HOUSTON (KIAH) — Goodbye, summer. Hello, (meteorological) fall!
The autumnal equinox, which marks the beginning of astronomical fall, isn't scheduled to arrive until Sept. 22. But for weather and climate record-keeping purposes, the seasons are neatly divided into "meteorological" seasons of three months each — and "meteorological fall" consists of September, October and November.
NOAA's Climate Prediction Center believes that most of the U.S. is likely to experience warmer-than-normal temperatures over the course of September, October and November.
The map below shows nearly the entire country in shades or orange, indicating NOAA's forecast for a warm fall. The darker shades of orange around Colorado and the Northeast mean those states are the most likely to see hotter-than-average temperatures.
The rain outlook isn't quite as clear, but favors a drier-than-normal season for a large swath of the country. Only Washington state and Florida are looking wetter than usual, while Colorado, Utah, southern Illinois, Indiana and Kentucky all have especially high chances of a dry meteorological fall.
Some of the most populated areas, along the coasts, for example, fall in the "equal chances" category. This doesn't mean these areas will see near-normal precipitation, but rather that these areas have an equal chance of above-normal, below-normal or near-normal precipitation. Essentially, there is no clear indicator to make a confident forecast one way or another.

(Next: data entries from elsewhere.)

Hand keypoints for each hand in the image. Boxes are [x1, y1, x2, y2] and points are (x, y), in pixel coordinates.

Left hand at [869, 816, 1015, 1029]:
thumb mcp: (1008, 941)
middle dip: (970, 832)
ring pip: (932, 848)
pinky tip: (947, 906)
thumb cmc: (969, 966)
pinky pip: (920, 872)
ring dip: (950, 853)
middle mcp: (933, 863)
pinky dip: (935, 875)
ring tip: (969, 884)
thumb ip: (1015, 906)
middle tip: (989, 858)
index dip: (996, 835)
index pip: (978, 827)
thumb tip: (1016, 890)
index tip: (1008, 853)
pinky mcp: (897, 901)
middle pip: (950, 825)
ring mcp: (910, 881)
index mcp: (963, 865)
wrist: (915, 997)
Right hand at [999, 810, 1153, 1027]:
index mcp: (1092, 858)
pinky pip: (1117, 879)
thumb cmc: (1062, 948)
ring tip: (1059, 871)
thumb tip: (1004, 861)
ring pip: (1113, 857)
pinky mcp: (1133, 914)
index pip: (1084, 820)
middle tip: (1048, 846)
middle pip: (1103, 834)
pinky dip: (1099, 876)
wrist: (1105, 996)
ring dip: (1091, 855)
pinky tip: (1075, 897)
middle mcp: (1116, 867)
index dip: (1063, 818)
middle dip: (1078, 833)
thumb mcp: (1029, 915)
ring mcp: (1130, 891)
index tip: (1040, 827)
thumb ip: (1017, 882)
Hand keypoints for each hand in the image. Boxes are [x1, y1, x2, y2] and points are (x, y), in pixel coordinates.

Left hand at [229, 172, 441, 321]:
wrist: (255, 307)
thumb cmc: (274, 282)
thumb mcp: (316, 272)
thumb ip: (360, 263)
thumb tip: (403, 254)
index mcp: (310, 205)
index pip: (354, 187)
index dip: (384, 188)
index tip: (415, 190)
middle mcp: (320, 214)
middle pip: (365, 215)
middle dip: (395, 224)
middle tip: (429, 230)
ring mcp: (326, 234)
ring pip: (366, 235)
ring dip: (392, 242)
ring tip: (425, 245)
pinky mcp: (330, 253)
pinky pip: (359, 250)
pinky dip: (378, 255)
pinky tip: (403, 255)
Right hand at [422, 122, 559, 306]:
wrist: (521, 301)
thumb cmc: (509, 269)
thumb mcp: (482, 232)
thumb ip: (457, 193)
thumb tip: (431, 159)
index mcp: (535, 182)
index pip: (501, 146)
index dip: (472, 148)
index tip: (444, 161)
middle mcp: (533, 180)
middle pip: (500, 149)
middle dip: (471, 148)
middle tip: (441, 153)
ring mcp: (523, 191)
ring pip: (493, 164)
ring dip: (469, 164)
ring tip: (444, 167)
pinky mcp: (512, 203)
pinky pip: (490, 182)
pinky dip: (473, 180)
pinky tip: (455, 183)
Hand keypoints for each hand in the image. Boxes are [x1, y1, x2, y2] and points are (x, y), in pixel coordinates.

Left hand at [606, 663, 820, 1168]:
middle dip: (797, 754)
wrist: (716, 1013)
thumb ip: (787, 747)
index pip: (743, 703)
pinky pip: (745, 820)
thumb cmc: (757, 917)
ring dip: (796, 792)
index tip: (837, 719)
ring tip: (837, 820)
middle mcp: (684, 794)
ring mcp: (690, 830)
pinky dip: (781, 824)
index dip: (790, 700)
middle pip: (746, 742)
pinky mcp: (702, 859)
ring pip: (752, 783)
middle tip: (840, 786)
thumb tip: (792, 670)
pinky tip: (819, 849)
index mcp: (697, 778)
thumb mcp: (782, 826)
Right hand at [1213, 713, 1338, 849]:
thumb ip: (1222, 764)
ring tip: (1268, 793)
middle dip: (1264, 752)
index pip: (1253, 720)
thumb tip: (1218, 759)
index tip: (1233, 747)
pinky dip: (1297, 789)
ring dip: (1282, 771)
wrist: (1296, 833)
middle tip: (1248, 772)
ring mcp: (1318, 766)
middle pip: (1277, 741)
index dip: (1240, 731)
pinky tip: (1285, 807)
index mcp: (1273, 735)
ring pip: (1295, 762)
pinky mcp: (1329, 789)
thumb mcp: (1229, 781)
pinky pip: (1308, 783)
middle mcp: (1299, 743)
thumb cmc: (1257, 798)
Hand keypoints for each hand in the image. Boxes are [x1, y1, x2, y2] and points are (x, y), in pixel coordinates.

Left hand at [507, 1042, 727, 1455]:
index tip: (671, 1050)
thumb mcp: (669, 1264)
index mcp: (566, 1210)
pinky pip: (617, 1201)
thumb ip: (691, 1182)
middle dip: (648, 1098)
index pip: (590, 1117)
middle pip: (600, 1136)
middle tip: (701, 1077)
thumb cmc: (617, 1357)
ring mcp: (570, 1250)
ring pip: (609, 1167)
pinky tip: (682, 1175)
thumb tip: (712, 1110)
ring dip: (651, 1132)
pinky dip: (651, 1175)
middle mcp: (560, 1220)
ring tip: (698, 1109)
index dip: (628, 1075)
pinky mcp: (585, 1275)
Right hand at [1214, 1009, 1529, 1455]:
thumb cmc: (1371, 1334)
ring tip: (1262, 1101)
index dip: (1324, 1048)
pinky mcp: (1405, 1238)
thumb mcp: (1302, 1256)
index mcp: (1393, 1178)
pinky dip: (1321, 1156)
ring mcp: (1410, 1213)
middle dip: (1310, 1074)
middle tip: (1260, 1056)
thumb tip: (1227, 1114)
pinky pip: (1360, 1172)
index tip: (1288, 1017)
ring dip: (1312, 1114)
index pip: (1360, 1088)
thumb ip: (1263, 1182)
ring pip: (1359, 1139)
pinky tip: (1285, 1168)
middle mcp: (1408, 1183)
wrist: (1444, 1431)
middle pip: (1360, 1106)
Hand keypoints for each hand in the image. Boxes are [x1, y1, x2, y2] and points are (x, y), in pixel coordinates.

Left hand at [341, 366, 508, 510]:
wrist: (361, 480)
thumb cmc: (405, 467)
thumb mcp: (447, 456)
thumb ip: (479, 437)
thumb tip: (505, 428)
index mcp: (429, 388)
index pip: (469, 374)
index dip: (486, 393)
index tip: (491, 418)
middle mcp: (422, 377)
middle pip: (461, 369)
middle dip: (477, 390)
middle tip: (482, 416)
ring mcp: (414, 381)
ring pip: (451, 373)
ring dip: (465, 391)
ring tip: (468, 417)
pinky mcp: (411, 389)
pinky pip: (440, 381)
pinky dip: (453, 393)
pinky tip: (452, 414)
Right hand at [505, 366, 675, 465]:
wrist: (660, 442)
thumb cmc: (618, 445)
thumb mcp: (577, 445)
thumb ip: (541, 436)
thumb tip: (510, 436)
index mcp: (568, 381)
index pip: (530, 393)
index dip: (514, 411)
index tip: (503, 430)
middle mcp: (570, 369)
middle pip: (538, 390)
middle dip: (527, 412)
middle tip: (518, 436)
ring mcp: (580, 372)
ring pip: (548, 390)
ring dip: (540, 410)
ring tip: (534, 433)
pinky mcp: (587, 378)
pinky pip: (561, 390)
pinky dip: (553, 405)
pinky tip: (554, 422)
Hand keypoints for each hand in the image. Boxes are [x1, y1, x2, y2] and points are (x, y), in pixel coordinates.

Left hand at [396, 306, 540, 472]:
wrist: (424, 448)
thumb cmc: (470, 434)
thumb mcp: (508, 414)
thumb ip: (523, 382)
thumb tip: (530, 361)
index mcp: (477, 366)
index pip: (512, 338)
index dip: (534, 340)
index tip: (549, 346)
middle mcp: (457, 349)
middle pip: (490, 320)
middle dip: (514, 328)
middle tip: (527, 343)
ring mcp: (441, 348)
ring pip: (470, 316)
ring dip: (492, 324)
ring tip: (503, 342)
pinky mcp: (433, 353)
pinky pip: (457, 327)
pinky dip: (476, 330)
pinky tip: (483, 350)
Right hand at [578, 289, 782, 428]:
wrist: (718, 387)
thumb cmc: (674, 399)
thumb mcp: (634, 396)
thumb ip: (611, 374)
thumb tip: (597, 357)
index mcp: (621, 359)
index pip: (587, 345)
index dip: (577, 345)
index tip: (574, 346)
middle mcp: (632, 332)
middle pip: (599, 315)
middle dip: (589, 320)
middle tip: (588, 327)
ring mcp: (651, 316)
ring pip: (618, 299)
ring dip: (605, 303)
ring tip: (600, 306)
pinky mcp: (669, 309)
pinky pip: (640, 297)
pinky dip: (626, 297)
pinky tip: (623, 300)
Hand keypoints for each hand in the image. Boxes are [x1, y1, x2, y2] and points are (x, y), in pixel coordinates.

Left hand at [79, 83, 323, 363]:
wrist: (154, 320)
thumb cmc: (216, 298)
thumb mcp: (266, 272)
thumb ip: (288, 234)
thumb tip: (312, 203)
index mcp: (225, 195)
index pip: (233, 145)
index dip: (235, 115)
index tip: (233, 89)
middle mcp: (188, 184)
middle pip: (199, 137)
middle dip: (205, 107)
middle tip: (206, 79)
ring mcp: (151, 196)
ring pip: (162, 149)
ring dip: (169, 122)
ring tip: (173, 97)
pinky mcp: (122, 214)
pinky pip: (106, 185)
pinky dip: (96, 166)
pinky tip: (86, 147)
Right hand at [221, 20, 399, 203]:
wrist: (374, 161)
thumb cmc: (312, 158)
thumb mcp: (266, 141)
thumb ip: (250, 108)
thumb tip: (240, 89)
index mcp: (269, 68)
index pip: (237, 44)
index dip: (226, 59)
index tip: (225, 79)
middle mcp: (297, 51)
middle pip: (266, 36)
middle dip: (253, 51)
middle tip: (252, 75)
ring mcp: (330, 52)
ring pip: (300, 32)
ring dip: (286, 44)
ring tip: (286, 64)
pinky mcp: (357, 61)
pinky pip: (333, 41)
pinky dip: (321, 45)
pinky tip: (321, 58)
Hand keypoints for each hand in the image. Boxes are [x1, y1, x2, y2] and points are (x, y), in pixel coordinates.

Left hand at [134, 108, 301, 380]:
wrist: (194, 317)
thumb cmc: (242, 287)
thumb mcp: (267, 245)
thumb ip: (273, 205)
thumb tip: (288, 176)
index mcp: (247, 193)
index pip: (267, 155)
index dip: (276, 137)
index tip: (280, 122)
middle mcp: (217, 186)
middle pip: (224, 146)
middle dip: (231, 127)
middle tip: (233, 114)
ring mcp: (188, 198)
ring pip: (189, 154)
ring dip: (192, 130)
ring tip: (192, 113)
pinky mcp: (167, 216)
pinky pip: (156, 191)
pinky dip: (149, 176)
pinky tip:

NOAA's Climate Prediction Center weighs several factors into their long-range outlooks. One of those is the ongoing La Niña pattern. La Niña means the sea surface temperatures of the Pacific Ocean near the equator are cooler than normal, which impacts global weather patterns in a specific way.
The warm temperatures and potentially dry skies are an ongoing drought concern, a NOAA spokesperson told Nexstar earlier this month. La Niña lasting through the fall and winter would likely mean making a very bad drought even worse for the band of states from California to Texas, which are seeing the worst drought conditions.
The outlook for September, specifically, indicates that temperatures in a large area of the West are leaning toward warmer-than-normal. But there's also a large area (mainly in the Southeast) in the vague "equal chances" range.
September's precipitation outlook is even more tricky. Again, a large area falls in the "equal chances" forecast zone. Of course, in September, the wild card for the Gulf Coast states is the arrival of a tropical system. As of Wednesday, a named storm is not expected to make landfall within the next five days.
La Niña, which often has an impact on hurricane season in the Atlantic, runs through November. La Niña years typically correspond with busy and especially destructive hurricane seasons, and this year NOAA expects somewhere between three and five “major” hurricanes to form.